Public Employment Roadshow: A Touring Immersive Village
WMH Project designed a touring roadshow to boost regional employment, rolled out over 5 Saturdays across 5 mid-sized towns. A 2,000–3,000 sqm experiential village combines geodesic domes, modular structures, virtual reality and a mobile app to reconnect the public with future-facing careers.
Why turn a job fair into an experiential village?
Traditional job fairs struggle to mobilise the general public and to fight self-censorship. WMH Project took the opposite bet: create a touring "wow" event, open from 10:30 am to 8:30 pm, able to attract students, jobseekers and their families. The roadshow format — 5 Saturdays, one mid-sized town per department — covers an entire territory rather than concentrating opportunity in a single metropolis.
How do you structure a career-discovery journey?
The village follows a clockwise signposted route across five successive zones: welcome and orientation, a careers observatory, a central activity stage, recruiting sectors, then recruitment and job dating. Each zone has a clear function: inspire, inform, engage, then convert. Visitors move from curiosity to action, right up to submitting a CV.
What scenography suits a touring event?
Two key ingredients deliver both modularity and visual impact: geodesic domes, customisable and ideal for mapping, and glazed modular structures accessible to people with reduced mobility. This satellite-like ecosystem adapts to surfaces of 2,000–3,000 sqm and varied site geometries, while withstanding bad weather — essential for an autumn tour.
How does technology serve career discovery?

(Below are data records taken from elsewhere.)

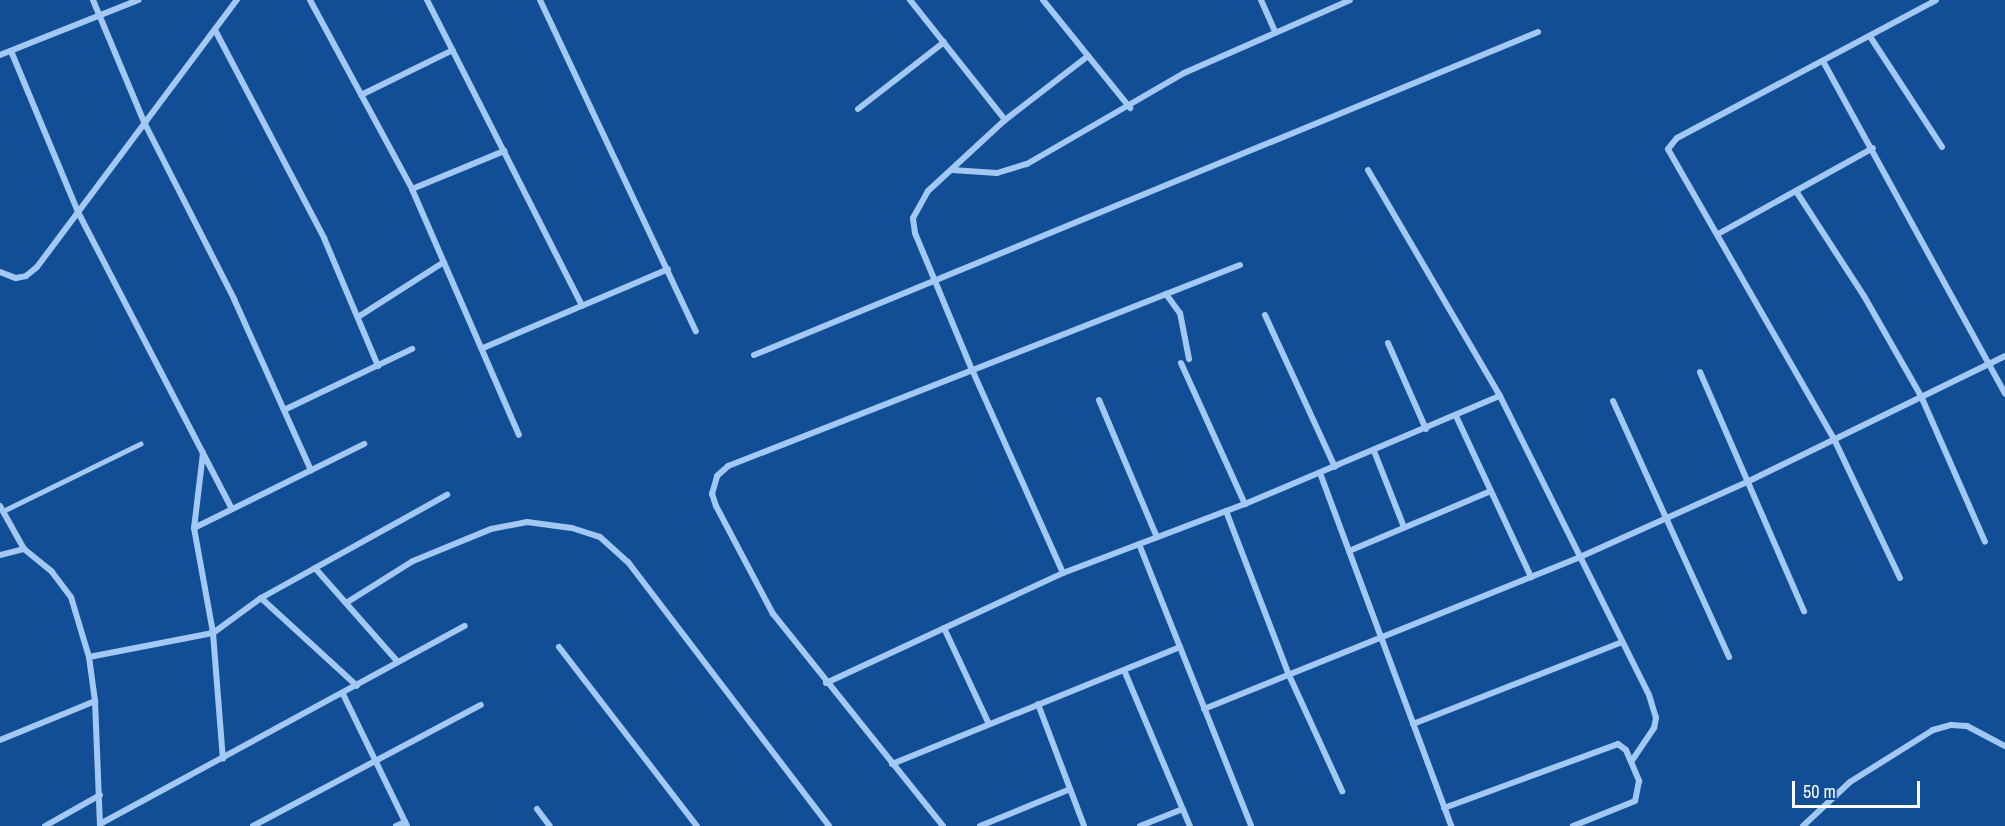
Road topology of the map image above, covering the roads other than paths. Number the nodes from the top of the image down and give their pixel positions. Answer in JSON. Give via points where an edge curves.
{"nodes":[{"id":1,"x":93,"y":0,"type":"edge"},
{"id":2,"x":138,"y":0,"type":"edge"},
{"id":3,"x":237,"y":0,"type":"edge"},
{"id":4,"x":310,"y":0,"type":"edge"},
{"id":5,"x":427,"y":0,"type":"edge"},
{"id":6,"x":540,"y":0,"type":"edge"},
{"id":7,"x":910,"y":0,"type":"edge"},
{"id":8,"x":1043,"y":0,"type":"edge"},
{"id":9,"x":1261,"y":0,"type":"edge"},
{"id":10,"x":1350,"y":0,"type":"edge"},
{"id":11,"x":1936,"y":0,"type":"edge"},
{"id":12,"x":100,"y":15,"type":"junction"},
{"id":13,"x":215,"y":30,"type":"junction"},
{"id":14,"x":1275,"y":32,"type":"junction"},
{"id":15,"x":1538,"y":32,"type":"dead end"},
{"id":16,"x":1871,"y":38,"type":"junction"},
{"id":17,"x":944,"y":42,"type":"junction"},
{"id":18,"x":453,"y":50,"type":"junction"},
{"id":19,"x":11,"y":51,"type":"junction"},
{"id":20,"x":0,"y":55,"type":"edge"},
{"id":21,"x":1088,"y":56,"type":"junction"},
{"id":22,"x":1824,"y":63,"type":"junction"},
{"id":23,"x":361,"y":95,"type":"junction"},
{"id":24,"x":1130,"y":108,"type":"junction"},
{"id":25,"x":858,"y":109,"type":"dead end"},
{"id":26,"x":1005,"y":120,"type":"junction"},
{"id":27,"x":144,"y":122,"type":"junction"},
{"id":28,"x":1942,"y":147,"type":"dead end"},
{"id":29,"x":1873,"y":148,"type":"junction"},
{"id":30,"x":504,"y":151,"type":"junction"},
{"id":31,"x":952,"y":170,"type":"junction"},
{"id":32,"x":1368,"y":170,"type":"dead end"},
{"id":33,"x":412,"y":189,"type":"junction"},
{"id":34,"x":1796,"y":191,"type":"junction"},
{"id":35,"x":79,"y":214,"type":"junction"},
{"id":36,"x":1718,"y":234,"type":"junction"},
{"id":37,"x":444,"y":262,"type":"junction"},
{"id":38,"x":1240,"y":264,"type":"dead end"},
{"id":39,"x":668,"y":269,"type":"junction"},
{"id":40,"x":0,"y":272,"type":"edge"},
{"id":41,"x":935,"y":279,"type":"junction"},
{"id":42,"x":1166,"y":294,"type":"junction"},
{"id":43,"x":582,"y":306,"type":"junction"},
{"id":44,"x":1265,"y":315,"type":"dead end"},
{"id":45,"x":358,"y":317,"type":"junction"},
{"id":46,"x":696,"y":331,"type":"dead end"},
{"id":47,"x":1388,"y":343,"type":"dead end"},
{"id":48,"x":483,"y":348,"type":"junction"},
{"id":49,"x":412,"y":349,"type":"dead end"},
{"id":50,"x":754,"y":355,"type":"dead end"},
{"id":51,"x":2005,"y":356,"type":"edge"},
{"id":52,"x":1189,"y":359,"type":"dead end"},
{"id":53,"x":1181,"y":363,"type":"dead end"},
{"id":54,"x":1990,"y":364,"type":"junction"},
{"id":55,"x":378,"y":366,"type":"junction"},
{"id":56,"x":972,"y":370,"type":"junction"},
{"id":57,"x":1700,"y":372,"type":"dead end"},
{"id":58,"x":2005,"y":394,"type":"edge"},
{"id":59,"x":1500,"y":396,"type":"junction"},
{"id":60,"x":1921,"y":396,"type":"junction"},
{"id":61,"x":1098,"y":400,"type":"dead end"},
{"id":62,"x":1613,"y":401,"type":"dead end"},
{"id":63,"x":284,"y":410,"type":"junction"},
{"id":64,"x":1456,"y":416,"type":"junction"},
{"id":65,"x":1426,"y":429,"type":"junction"},
{"id":66,"x":519,"y":435,"type":"dead end"},
{"id":67,"x":1834,"y":439,"type":"junction"},
{"id":68,"x":140,"y":444,"type":"dead end"},
{"id":69,"x":364,"y":444,"type":"dead end"},
{"id":70,"x":1374,"y":451,"type":"junction"},
{"id":71,"x":203,"y":453,"type":"junction"},
{"id":72,"x":1335,"y":467,"type":"junction"},
{"id":73,"x":311,"y":470,"type":"junction"},
{"id":74,"x":1320,"y":473,"type":"junction"},
{"id":75,"x":1749,"y":481,"type":"junction"},
{"id":76,"x":1491,"y":491,"type":"junction"},
{"id":77,"x":447,"y":495,"type":"dead end"},
{"id":78,"x":1245,"y":504,"type":"junction"},
{"id":79,"x":2,"y":508,"type":"edge"},
{"id":80,"x":232,"y":509,"type":"junction"},
{"id":81,"x":1226,"y":511,"type":"junction"},
{"id":82,"x":1664,"y":519,"type":"junction"},
{"id":83,"x":1404,"y":527,"type":"junction"},
{"id":84,"x":194,"y":528,"type":"junction"},
{"id":85,"x":1156,"y":537,"type":"junction"},
{"id":86,"x":1985,"y":542,"type":"dead end"},
{"id":87,"x":1139,"y":544,"type":"junction"},
{"id":88,"x":24,"y":549,"type":"junction"},
{"id":89,"x":1349,"y":551,"type":"junction"},
{"id":90,"x":0,"y":555,"type":"edge"},
{"id":91,"x":1580,"y":557,"type":"junction"},
{"id":92,"x":315,"y":568,"type":"junction"},
{"id":93,"x":1063,"y":573,"type":"junction"},
{"id":94,"x":1531,"y":577,"type":"junction"},
{"id":95,"x":1900,"y":578,"type":"dead end"},
{"id":96,"x":261,"y":598,"type":"junction"},
{"id":97,"x":346,"y":603,"type":"junction"},
{"id":98,"x":1804,"y":611,"type":"dead end"},
{"id":99,"x":465,"y":626,"type":"dead end"},
{"id":100,"x":944,"y":628,"type":"junction"},
{"id":101,"x":213,"y":633,"type":"junction"},
{"id":102,"x":1380,"y":638,"type":"junction"},
{"id":103,"x":1620,"y":643,"type":"junction"},
{"id":104,"x":559,"y":647,"type":"dead end"},
{"id":105,"x":1180,"y":647,"type":"junction"},
{"id":106,"x":89,"y":657,"type":"junction"},
{"id":107,"x":1729,"y":657,"type":"dead end"},
{"id":108,"x":398,"y":662,"type":"junction"},
{"id":109,"x":1124,"y":670,"type":"junction"},
{"id":110,"x":1288,"y":675,"type":"junction"},
{"id":111,"x":826,"y":683,"type":"junction"},
{"id":112,"x":357,"y":686,"type":"junction"},
{"id":113,"x":343,"y":693,"type":"junction"},
{"id":114,"x":95,"y":701,"type":"junction"},
{"id":115,"x":481,"y":705,"type":"dead end"},
{"id":116,"x":1038,"y":705,"type":"junction"},
{"id":117,"x":1204,"y":709,"type":"junction"},
{"id":118,"x":989,"y":724,"type":"junction"},
{"id":119,"x":1413,"y":724,"type":"junction"},
{"id":120,"x":0,"y":740,"type":"edge"},
{"id":121,"x":2005,"y":746,"type":"edge"},
{"id":122,"x":375,"y":758,"type":"junction"},
{"id":123,"x":223,"y":759,"type":"junction"},
{"id":124,"x":1632,"y":761,"type":"junction"},
{"id":125,"x":892,"y":764,"type":"junction"},
{"id":126,"x":1070,"y":789,"type":"junction"},
{"id":127,"x":1342,"y":791,"type":"dead end"},
{"id":128,"x":100,"y":795,"type":"junction"},
{"id":129,"x":1444,"y":808,"type":"junction"},
{"id":130,"x":537,"y":809,"type":"dead end"},
{"id":131,"x":1183,"y":809,"type":"junction"},
{"id":132,"x":406,"y":824,"type":"edge"},
{"id":133,"x":100,"y":825,"type":"edge"},
{"id":134,"x":45,"y":826,"type":"edge"},
{"id":135,"x":253,"y":826,"type":"edge"},
{"id":136,"x":396,"y":826,"type":"edge"},
{"id":137,"x":550,"y":826,"type":"edge"},
{"id":138,"x":697,"y":826,"type":"edge"},
{"id":139,"x":829,"y":826,"type":"edge"},
{"id":140,"x":943,"y":826,"type":"edge"},
{"id":141,"x":980,"y":826,"type":"edge"},
{"id":142,"x":1084,"y":826,"type":"edge"},
{"id":143,"x":1140,"y":826,"type":"edge"},
{"id":144,"x":1190,"y":826,"type":"edge"},
{"id":145,"x":1251,"y":826,"type":"edge"},
{"id":146,"x":1451,"y":826,"type":"edge"},
{"id":147,"x":1573,"y":826,"type":"edge"},
{"id":148,"x":1803,"y":826,"type":"edge"}],
"edges":[{"from":1,"to":12,"type":"street"},
{"from":2,"to":12,"type":"street"},
{"from":3,"to":13,"type":"street"},
{"from":4,"to":23,"type":"street"},
{"from":5,"to":18,"type":"street"},
{"from":6,"to":39,"type":"street"},
{"from":7,"to":17,"type":"street"},
{"from":8,"to":21,"type":"street"},
{"from":9,"to":14,"type":"street"},
{"from":10,"to":14,"type":"street"},
{"from":11,"to":16,"type":"street"},
{"from":12,"to":19,"type":"street"},
{"from":12,"to":27,"type":"street"},
{"from":13,"to":27,"type":"street"},
{"from":13,"to":45,"type":"street","via":[[324,238]]},
{"from":14,"to":24,"type":"street","via":[[1184,73]]},
{"from":15,"to":41,"type":"street"},
{"from":16,"to":22,"type":"street"},
{"from":16,"to":28,"type":"street"},
{"from":17,"to":25,"type":"street"},
{"from":17,"to":26,"type":"street"},
{"from":18,"to":23,"type":"street"},
{"from":18,"to":30,"type":"street"},
{"from":19,"to":20,"type":"street"},
{"from":19,"to":35,"type":"street"},
{"from":21,"to":24,"type":"street"},
{"from":21,"to":26,"type":"street"},
{"from":22,"to":29,"type":"street"},
{"from":22,"to":36,"type":"street","via":[[1669,144],[1670,157]]},
{"from":23,"to":33,"type":"street"},
{"from":24,"to":31,"type":"street","via":[[1020,167],[997,173]]},
{"from":26,"to":31,"type":"street"},
{"from":27,"to":35,"type":"street"},
{"from":27,"to":63,"type":"street","via":[[234,299]]},
{"from":29,"to":34,"type":"street"},
{"from":29,"to":54,"type":"street"},
{"from":30,"to":33,"type":"street"},
{"from":30,"to":43,"type":"street"},
{"from":31,"to":41,"type":"street","via":[[928,191],[913,218],[915,233]]},
{"from":32,"to":59,"type":"street"},
{"from":33,"to":37,"type":"street"},
{"from":34,"to":36,"type":"street"},
{"from":34,"to":60,"type":"street","via":[[1864,296]]},
{"from":35,"to":40,"type":"street","via":[[26,276],[16,278]]},
{"from":35,"to":71,"type":"street"},
{"from":36,"to":67,"type":"street"},
{"from":37,"to":45,"type":"street"},
{"from":37,"to":48,"type":"street"},
{"from":38,"to":42,"type":"street"},
{"from":39,"to":43,"type":"street"},
{"from":39,"to":46,"type":"street"},
{"from":41,"to":50,"type":"street"},
{"from":41,"to":56,"type":"street"},
{"from":42,"to":52,"type":"street","via":[[1180,313]]},
{"from":42,"to":56,"type":"street"},
{"from":43,"to":48,"type":"street"},
{"from":44,"to":72,"type":"street"},
{"from":45,"to":55,"type":"street"},
{"from":47,"to":65,"type":"street"},
{"from":48,"to":66,"type":"street"},
{"from":49,"to":55,"type":"street"},
{"from":51,"to":54,"type":"street"},
{"from":53,"to":78,"type":"street"},
{"from":54,"to":58,"type":"street"},
{"from":54,"to":60,"type":"street"},
{"from":55,"to":63,"type":"street"},
{"from":56,"to":93,"type":"street"},
{"from":56,"to":111,"type":"street","via":[[728,466],[717,476],[712,494],[716,506],[773,614]]},
{"from":57,"to":75,"type":"street"},
{"from":59,"to":64,"type":"street"},
{"from":59,"to":91,"type":"street"},
{"from":60,"to":67,"type":"street"},
{"from":60,"to":86,"type":"street"},
{"from":61,"to":85,"type":"street"},
{"from":62,"to":82,"type":"street"},
{"from":63,"to":73,"type":"street"},
{"from":64,"to":65,"type":"street"},
{"from":64,"to":76,"type":"street"},
{"from":65,"to":70,"type":"street"},
{"from":67,"to":75,"type":"street"},
{"from":67,"to":95,"type":"street"},
{"from":68,"to":79,"type":"lane"},
{"from":69,"to":73,"type":"street"},
{"from":70,"to":72,"type":"street"},
{"from":70,"to":83,"type":"street"},
{"from":71,"to":80,"type":"street"},
{"from":71,"to":84,"type":"street"},
{"from":72,"to":74,"type":"street"},
{"from":73,"to":80,"type":"street"},
{"from":74,"to":78,"type":"street"},
{"from":74,"to":89,"type":"street"},
{"from":75,"to":82,"type":"street"},
{"from":75,"to":98,"type":"street"},
{"from":76,"to":83,"type":"street"},
{"from":76,"to":94,"type":"street"},
{"from":77,"to":92,"type":"street"},
{"from":78,"to":81,"type":"street"},
{"from":79,"to":88,"type":"street"},
{"from":80,"to":84,"type":"street"},
{"from":81,"to":85,"type":"street"},
{"from":81,"to":110,"type":"street"},
{"from":82,"to":91,"type":"street"},
{"from":82,"to":107,"type":"street"},
{"from":83,"to":89,"type":"street"},
{"from":84,"to":101,"type":"street"},
{"from":85,"to":87,"type":"street"},
{"from":87,"to":93,"type":"street"},
{"from":87,"to":105,"type":"street"},
{"from":88,"to":90,"type":"street"},
{"from":88,"to":106,"type":"street","via":[[52,572],[71,597]]},
{"from":89,"to":102,"type":"street"},
{"from":91,"to":94,"type":"street"},
{"from":91,"to":103,"type":"street"},
{"from":92,"to":96,"type":"street"},
{"from":92,"to":97,"type":"street"},
{"from":93,"to":100,"type":"street"},
{"from":94,"to":102,"type":"street"},
{"from":96,"to":101,"type":"street"},
{"from":96,"to":112,"type":"street"},
{"from":97,"to":108,"type":"street"},
{"from":97,"to":139,"type":"street","via":[[413,561],[491,529],[527,522],[572,528],[600,537],[628,562]]},
{"from":99,"to":108,"type":"street"},
{"from":100,"to":111,"type":"street"},
{"from":100,"to":118,"type":"street"},
{"from":101,"to":106,"type":"street"},
{"from":101,"to":123,"type":"street"},
{"from":102,"to":110,"type":"street"},
{"from":102,"to":119,"type":"street"},
{"from":103,"to":119,"type":"street"},
{"from":103,"to":124,"type":"street","via":[[1649,695],[1656,718]]},
{"from":104,"to":138,"type":"street"},
{"from":105,"to":109,"type":"street"},
{"from":105,"to":117,"type":"street"},
{"from":106,"to":114,"type":"street"},
{"from":108,"to":112,"type":"street"},
{"from":109,"to":116,"type":"street"},
{"from":109,"to":131,"type":"street"},
{"from":110,"to":117,"type":"street"},
{"from":110,"to":127,"type":"street"},
{"from":111,"to":125,"type":"street"},
{"from":112,"to":113,"type":"street"},
{"from":113,"to":122,"type":"street"},
{"from":113,"to":123,"type":"street"},
{"from":114,"to":120,"type":"street"},
{"from":114,"to":128,"type":"street"},
{"from":115,"to":122,"type":"street"},
{"from":116,"to":118,"type":"street"},
{"from":116,"to":126,"type":"street"},
{"from":117,"to":145,"type":"street"},
{"from":118,"to":125,"type":"street"},
{"from":119,"to":129,"type":"street"},
{"from":121,"to":148,"type":"street","via":[[1967,726],[1933,730],[1850,782]]},
{"from":122,"to":132,"type":"street"},
{"from":122,"to":135,"type":"street"},
{"from":123,"to":133,"type":"street"},
{"from":124,"to":129,"type":"street","via":[[1618,744],[1609,745]]},
{"from":124,"to":147,"type":"street","via":[[1639,781],[1635,801]]},
{"from":125,"to":140,"type":"street"},
{"from":126,"to":141,"type":"street"},
{"from":126,"to":142,"type":"street"},
{"from":128,"to":133,"type":"street"},
{"from":128,"to":134,"type":"street"},
{"from":129,"to":146,"type":"street"},
{"from":130,"to":137,"type":"street"},
{"from":131,"to":143,"type":"street"},
{"from":131,"to":144,"type":"street"},
{"from":132,"to":136,"type":"street"}]}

A mobile app acts as a virtual assistant: augmented-reality signage, "Did you know?" QR codes with sector key figures, CV upload and appointment booking. On site, flight simulators, VR headsets, interactive walls, touch tables and 360° projections immerse visitors in professional environments normally out of reach. Every experience links back to available jobs and training.
How do you root the event in its territory?
The format showcases local expertise: hosts recruited in each department, regional producers at the snack area, top-tier catering for the VIP space, and a central stage animated all day (career battles, inspiring talks, craft demonstrations). Natively CSR-driven, the event relies on a network of local players and carbon offsetting. A sound-and-light show closes each stop.
Signed WMH Project — We Make It Happen.

FAQ
How many towns does the roadshow cover?
The format runs over 5 Saturdays across 5 mid-sized towns, one per department, to cover the entire regional territory rather than concentrating opportunity in one metropolis.
How much space does the village need?
The experiential village requires 2,000 to 3,000 sqm on high-traffic sites. The satellite-like ecosystem adapts to the varied geometries of each location.
How does the event convert inspiration into jobs?
A five-zone journey takes visitors from discovery to recruitment: QR codes linking to job offers, video CV recording, a regional employment platform and job dating at the end.